* Work request *
Go through the records and filter out every line lacking the word "points"; copy the lines that remain.

* Dataset *
*** Begin section ***

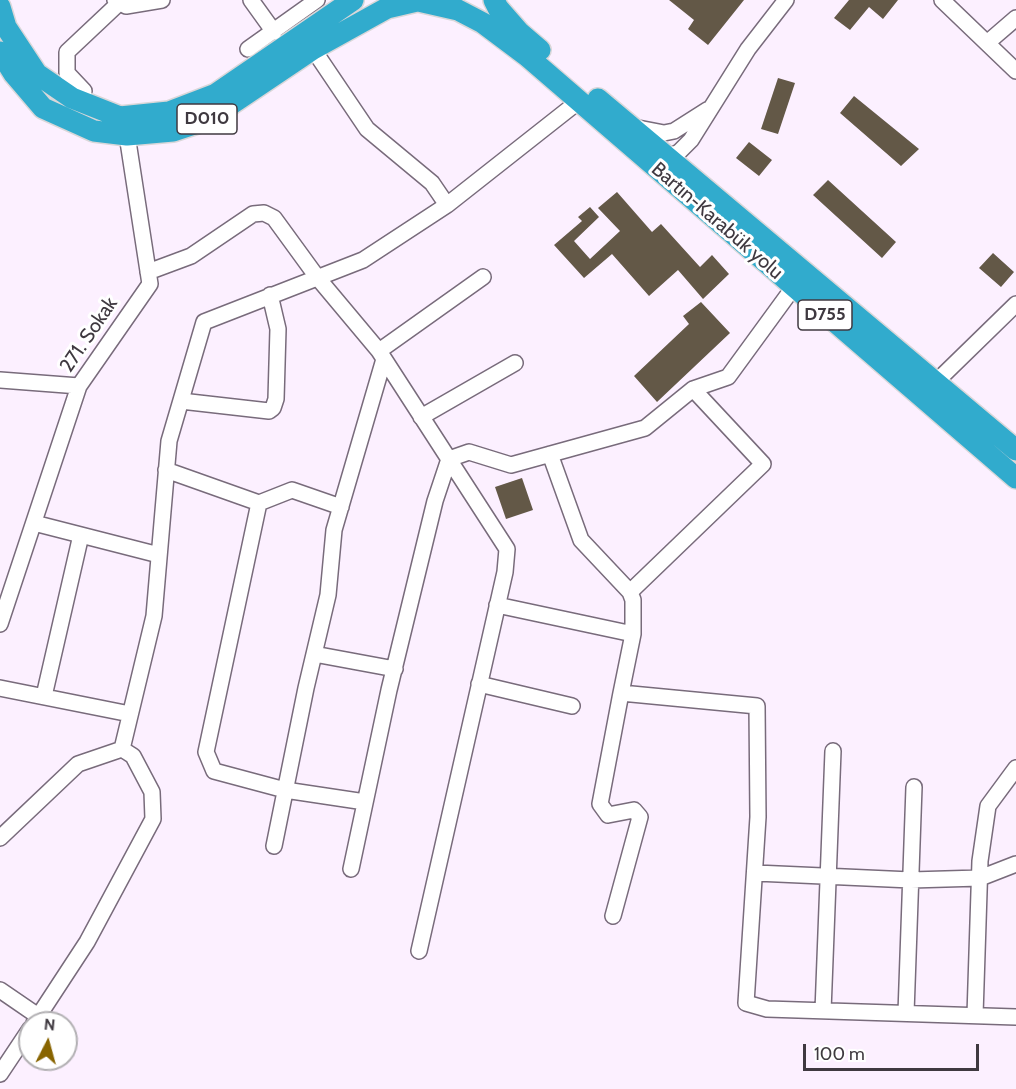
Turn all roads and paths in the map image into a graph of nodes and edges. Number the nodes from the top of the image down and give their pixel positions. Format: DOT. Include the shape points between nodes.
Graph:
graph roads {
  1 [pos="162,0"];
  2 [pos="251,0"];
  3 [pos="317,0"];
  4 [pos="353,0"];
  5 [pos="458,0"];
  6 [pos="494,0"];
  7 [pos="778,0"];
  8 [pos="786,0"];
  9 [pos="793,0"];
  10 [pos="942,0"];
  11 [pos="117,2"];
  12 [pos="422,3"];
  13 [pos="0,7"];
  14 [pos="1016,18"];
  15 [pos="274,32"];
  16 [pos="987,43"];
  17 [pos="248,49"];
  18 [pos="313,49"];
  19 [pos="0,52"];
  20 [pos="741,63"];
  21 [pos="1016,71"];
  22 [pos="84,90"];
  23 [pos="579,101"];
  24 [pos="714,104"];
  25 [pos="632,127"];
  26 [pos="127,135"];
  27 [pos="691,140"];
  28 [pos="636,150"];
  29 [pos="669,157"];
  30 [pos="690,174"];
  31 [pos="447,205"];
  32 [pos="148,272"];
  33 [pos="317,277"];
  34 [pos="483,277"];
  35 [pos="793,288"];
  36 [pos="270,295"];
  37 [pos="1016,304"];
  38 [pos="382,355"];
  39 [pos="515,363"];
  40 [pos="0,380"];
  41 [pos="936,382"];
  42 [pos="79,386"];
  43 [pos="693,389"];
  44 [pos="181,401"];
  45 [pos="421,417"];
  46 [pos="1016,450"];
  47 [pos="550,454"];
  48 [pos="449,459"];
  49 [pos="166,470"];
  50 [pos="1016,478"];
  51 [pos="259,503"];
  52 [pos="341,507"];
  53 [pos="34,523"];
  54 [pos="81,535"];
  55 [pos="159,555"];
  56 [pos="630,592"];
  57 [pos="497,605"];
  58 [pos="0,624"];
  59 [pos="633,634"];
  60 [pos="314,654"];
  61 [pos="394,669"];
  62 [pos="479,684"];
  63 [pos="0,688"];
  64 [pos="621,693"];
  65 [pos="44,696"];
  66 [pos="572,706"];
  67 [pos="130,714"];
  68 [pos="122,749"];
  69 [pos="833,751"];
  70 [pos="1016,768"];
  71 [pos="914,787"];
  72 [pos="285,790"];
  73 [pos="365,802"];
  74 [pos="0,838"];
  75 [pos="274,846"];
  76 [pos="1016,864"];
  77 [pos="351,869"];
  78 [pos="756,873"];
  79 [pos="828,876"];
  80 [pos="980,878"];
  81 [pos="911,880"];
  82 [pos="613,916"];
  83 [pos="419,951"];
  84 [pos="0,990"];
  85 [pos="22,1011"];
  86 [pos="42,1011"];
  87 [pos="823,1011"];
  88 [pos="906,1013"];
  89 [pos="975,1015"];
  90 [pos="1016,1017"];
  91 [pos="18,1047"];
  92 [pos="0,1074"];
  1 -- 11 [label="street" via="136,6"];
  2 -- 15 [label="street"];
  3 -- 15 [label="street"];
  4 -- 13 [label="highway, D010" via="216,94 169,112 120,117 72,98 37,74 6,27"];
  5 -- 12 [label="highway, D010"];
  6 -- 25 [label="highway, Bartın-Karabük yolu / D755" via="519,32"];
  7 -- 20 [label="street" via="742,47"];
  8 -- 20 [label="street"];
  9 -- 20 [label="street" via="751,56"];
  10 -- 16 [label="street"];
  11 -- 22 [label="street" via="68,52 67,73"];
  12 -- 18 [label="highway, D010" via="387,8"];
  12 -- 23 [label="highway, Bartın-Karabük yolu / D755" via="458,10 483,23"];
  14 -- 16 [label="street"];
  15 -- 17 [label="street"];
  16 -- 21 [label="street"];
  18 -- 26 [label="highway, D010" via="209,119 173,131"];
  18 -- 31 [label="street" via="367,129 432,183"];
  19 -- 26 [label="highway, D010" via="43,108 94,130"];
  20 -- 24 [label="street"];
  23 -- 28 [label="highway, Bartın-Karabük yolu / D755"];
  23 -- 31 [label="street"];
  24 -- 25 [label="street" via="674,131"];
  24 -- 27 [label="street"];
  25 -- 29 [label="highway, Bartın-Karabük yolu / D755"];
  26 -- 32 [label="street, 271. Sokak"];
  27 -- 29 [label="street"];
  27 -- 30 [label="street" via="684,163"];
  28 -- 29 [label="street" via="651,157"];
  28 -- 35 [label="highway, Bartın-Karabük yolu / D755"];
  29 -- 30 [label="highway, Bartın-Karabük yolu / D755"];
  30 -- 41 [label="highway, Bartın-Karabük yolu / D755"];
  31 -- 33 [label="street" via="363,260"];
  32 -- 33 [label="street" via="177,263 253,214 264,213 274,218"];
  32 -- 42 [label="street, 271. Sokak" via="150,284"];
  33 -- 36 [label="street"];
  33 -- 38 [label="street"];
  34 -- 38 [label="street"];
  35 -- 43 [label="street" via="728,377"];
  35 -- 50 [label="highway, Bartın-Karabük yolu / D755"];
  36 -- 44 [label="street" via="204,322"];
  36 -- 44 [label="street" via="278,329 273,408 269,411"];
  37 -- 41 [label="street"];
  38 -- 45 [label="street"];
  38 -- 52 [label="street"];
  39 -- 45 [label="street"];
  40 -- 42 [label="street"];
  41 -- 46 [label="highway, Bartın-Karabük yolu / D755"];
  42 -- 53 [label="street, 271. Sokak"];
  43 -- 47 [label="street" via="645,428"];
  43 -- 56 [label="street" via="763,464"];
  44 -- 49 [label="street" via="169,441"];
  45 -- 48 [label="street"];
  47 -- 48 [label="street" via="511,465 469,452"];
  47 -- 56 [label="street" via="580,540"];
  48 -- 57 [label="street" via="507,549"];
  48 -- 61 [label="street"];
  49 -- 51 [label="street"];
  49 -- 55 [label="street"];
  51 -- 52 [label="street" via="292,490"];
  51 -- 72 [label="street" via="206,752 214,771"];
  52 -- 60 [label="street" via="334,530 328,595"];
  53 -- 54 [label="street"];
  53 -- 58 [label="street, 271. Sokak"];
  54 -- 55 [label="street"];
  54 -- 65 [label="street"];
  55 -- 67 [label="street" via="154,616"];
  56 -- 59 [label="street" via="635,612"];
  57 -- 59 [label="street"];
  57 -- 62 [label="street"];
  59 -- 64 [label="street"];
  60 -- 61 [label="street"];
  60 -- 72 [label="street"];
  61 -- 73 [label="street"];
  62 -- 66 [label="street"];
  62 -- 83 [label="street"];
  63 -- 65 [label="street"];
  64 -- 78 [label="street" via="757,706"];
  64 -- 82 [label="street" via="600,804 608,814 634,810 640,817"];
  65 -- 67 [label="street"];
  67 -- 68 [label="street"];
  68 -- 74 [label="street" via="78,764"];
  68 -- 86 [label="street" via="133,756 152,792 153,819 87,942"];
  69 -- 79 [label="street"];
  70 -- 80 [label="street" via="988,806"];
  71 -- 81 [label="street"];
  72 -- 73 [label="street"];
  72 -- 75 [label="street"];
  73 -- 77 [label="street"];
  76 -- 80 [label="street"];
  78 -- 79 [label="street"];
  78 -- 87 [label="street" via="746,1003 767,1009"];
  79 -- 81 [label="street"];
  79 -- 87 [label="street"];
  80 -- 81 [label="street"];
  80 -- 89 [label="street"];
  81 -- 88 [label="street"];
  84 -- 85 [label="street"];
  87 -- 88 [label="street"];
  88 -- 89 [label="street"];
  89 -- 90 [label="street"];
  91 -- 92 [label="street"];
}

*** End section ***
*** Begin section ***

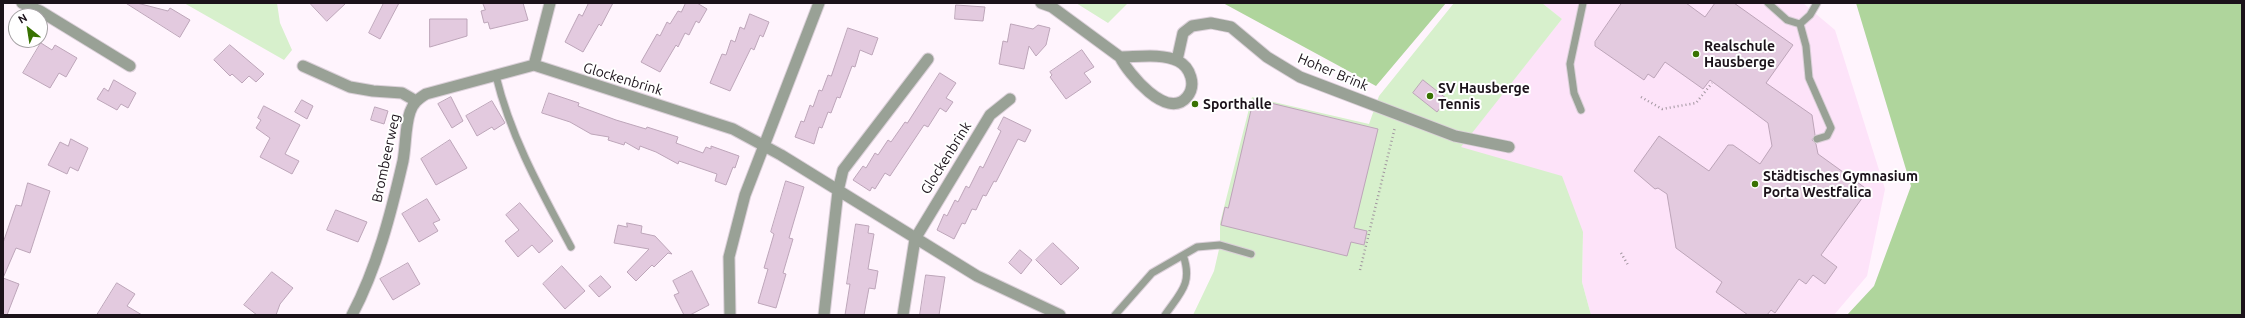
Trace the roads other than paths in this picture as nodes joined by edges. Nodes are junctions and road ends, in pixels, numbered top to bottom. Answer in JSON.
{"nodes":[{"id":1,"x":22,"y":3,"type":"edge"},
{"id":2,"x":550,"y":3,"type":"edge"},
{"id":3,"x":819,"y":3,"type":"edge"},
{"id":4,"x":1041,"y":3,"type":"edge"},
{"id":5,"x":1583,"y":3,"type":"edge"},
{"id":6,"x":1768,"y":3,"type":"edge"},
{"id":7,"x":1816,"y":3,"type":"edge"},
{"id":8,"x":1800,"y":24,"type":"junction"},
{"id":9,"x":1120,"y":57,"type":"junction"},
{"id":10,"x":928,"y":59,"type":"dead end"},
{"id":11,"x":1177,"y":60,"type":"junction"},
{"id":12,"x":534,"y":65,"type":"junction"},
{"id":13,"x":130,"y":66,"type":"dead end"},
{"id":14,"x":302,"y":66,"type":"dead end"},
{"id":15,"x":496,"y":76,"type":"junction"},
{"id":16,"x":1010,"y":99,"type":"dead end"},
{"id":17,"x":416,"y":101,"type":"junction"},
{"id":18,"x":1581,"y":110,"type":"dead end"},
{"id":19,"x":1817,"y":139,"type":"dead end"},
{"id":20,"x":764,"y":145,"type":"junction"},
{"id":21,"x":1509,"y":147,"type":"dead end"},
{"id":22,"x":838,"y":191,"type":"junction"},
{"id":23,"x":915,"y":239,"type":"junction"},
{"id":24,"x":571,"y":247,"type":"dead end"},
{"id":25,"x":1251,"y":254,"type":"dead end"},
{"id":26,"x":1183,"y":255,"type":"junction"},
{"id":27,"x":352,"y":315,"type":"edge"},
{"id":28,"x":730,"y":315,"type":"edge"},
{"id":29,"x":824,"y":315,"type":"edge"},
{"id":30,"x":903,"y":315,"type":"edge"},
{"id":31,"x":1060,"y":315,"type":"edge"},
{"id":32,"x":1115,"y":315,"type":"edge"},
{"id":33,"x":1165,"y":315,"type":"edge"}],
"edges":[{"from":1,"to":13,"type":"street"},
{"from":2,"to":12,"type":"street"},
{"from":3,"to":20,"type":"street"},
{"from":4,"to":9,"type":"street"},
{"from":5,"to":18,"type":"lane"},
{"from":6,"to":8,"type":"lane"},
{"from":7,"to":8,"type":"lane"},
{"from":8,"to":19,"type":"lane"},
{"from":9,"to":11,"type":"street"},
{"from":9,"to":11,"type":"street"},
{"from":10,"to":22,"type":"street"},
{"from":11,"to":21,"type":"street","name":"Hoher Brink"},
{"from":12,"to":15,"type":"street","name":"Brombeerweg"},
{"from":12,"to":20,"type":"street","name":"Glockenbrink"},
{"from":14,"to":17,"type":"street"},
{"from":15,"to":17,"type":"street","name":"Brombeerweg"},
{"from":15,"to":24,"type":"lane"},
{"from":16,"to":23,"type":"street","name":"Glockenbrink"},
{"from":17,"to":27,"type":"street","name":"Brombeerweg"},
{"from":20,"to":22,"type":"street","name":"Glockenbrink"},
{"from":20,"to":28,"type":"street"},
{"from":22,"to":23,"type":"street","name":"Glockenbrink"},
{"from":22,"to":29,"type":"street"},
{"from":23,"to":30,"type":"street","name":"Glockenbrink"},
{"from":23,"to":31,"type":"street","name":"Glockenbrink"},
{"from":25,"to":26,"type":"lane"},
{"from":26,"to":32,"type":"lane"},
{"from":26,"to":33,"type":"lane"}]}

*** End section ***
*** Begin section ***

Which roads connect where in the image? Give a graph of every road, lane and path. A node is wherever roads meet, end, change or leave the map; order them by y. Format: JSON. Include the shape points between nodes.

*** End section ***

* Exercise result *
Turn all roads and paths in the map image into a graph of nodes and edges. Number the nodes from the top of the image down and give their pixel positions. Format: DOT. Include the shape points between nodes.
Which roads connect where in the image? Give a graph of every road, lane and path. A node is wherever roads meet, end, change or leave the map; order them by y. Format: JSON. Include the shape points between nodes.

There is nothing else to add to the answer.